A chiunque sarà capitato di andare a fare spesa in un supermercato o in una frutteria e vedere ciascuna cassetta con i prodotti ortofrutticoli affiancata da una targhetta. Questa riporta una serie di informazioni, tra cui il paese d’origine della merce.
L’indicazione del paese d’origine dei prodotti agroalimentari sfusi messi in vendita al dettaglio è imposta dal Regolamento UE 543/2011. Questo all’articolo 6 comma 1 recita: “nella fase della vendita al minuto [...] i prodotti possono essere posti in vendita a condizione che il rivenditore esponga accanto ad essi, in caratteri chiari e leggibili, le informazioni relative al paese di origine [...] in modo tale da non indurre in errore il consumatore”.
L’indicazione del paese d’origine messa sulla targhetta consente al consumatore di poter fare degli acquisti consapevoli. Questo diritto è tutelato dal Regolamento UE 116/2011, che all’articolo 3 comma 1 stabilisce che “La fornitura di informazioni sugli alimenti tende a un livello elevato di protezione [...] degli interessi dei consumatori, fornendo ai consumatori finali le basi per effettuare delle scelte consapevoli [...] nel rispetto in particolare di considerazioni sanitarie, economiche, ambientali, sociali ed etiche”.
Pertanto, la legge impone al venditore d’indicare il paese d’origine, di modo che il consumatore possa anche fare delle scelte d’acquisto etiche. Ciò ovviamente non piace ad Israele, che è ben cosciente della scarsa popolarità delle proprie esportazioni, per tanto ha trovato tutta una serie di escamotage per aggirare la legge.

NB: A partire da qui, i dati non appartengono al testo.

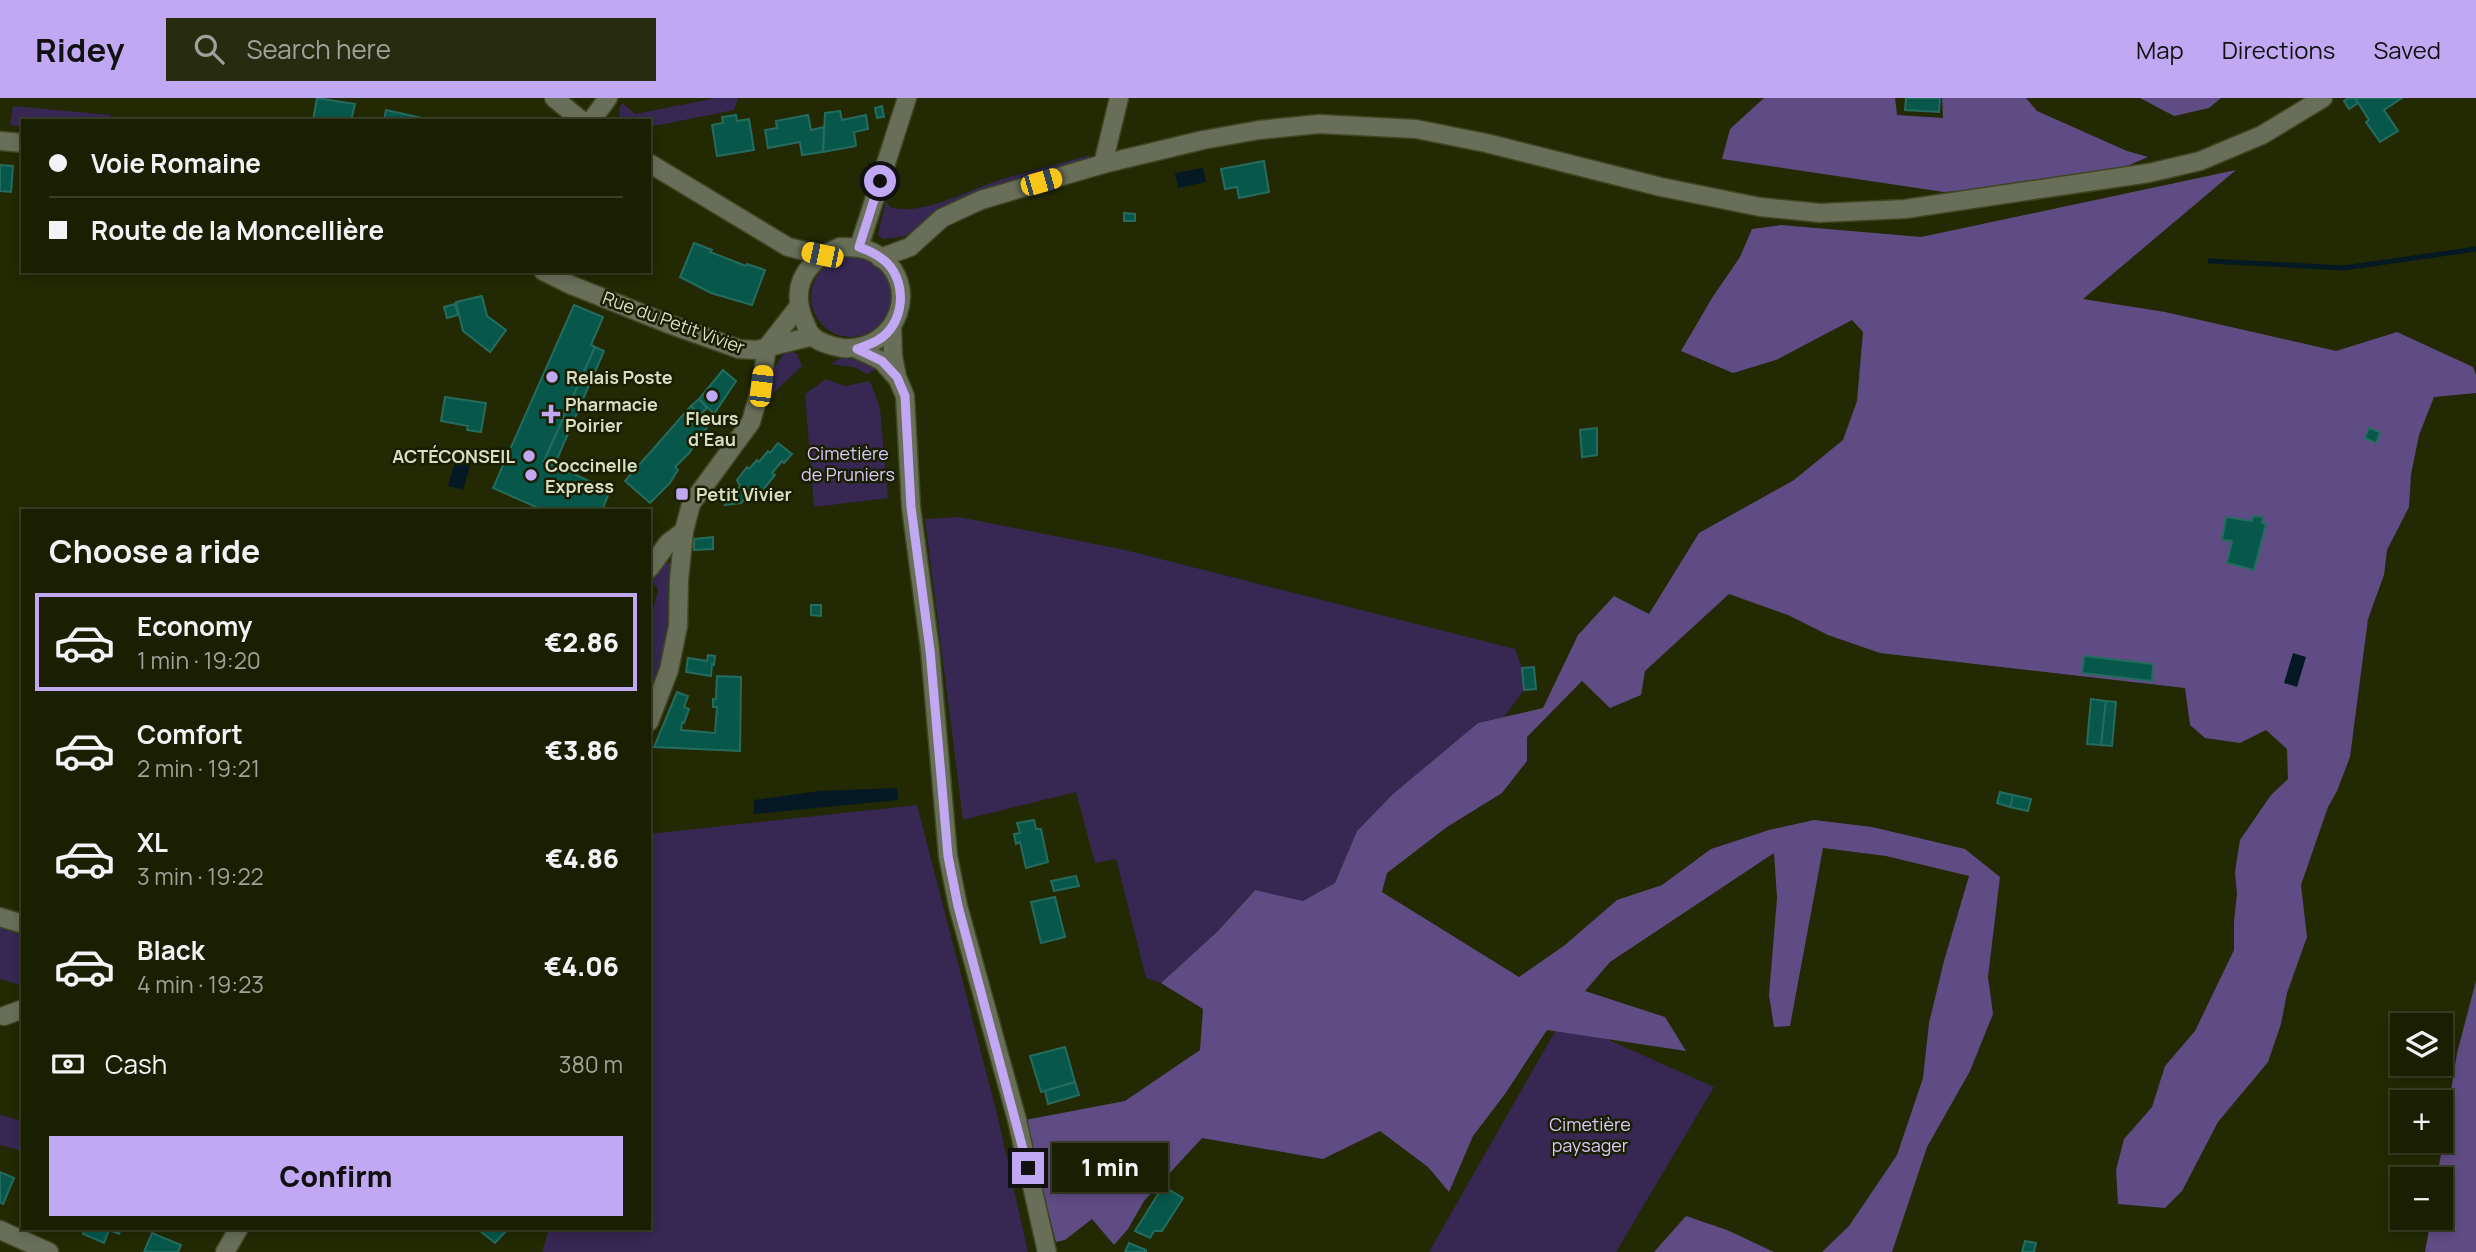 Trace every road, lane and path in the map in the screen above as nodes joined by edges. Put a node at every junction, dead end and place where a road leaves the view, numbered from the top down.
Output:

Per quel che riguarda i prodotti ortofrutticoli l’esempio più comune è con gli avocado, ma il sistema si applica anche ad altro. Il sistema escogitato da Israele fa leva proprio su una falla del Regolamento UE 543/2011. Questo all’articolo 6 comma 2 esonera il venditore dall’indicazione del paese d’origine nel caso in cui i prodotti vengano presentati in imballaggi preconfezionati.
In questo specifico caso, il paese d’origine deve essere apposto sulla confezione. Il trucco sta quindi nel catalogare la frutta (o la verdura) non come merce sfusa, ma come prodotto preconfezionato. Sembra assurdo, ma dei frutti esposti dentro una cassetta (e talvolta anche acquistabili al peso) non vengono considerati sfusi, ma imballati.
Ciò in virtù del fatto che tutti i singoli frutti presenti nelle cassette hanno un piccolo bollino che è di per sé sufficiente a farli catalogare come prodotti confezionati. Su questo piccolo bollino, in caratteri molto piccoli (e talvolta con inchiostri poco tenaci) è effettivamente riportato che il frutto proviene da Israele.
Si tratta di un qualcosa di ben diverso dall’obbligo d’esporre “in caratteri chiari e leggibili, le informazioni relative al paese di origine” previste da detto regolamento.
In pochi si vanno a leggere le piccole informazioni sbiadite contenute su un bollino, mentre la targhetta posta sopra una cassetta salta subito agli occhi dell’acquirente che potrebbe fare le proprie valutazioni di carattere etico e politico. In virtù di ciò, i prodotti ortofrutticoli israeliani possono esser venduti senza indicare il paese d’origine nella targhetta posta sulle cassette.
Il sistema ha una falla che probabilmente sarà ardua da riparare, ma nel frattempo si può tenere alta la vigilanza e informare sui subdoli mezzi che usa Israele per ingannare noi consumatori.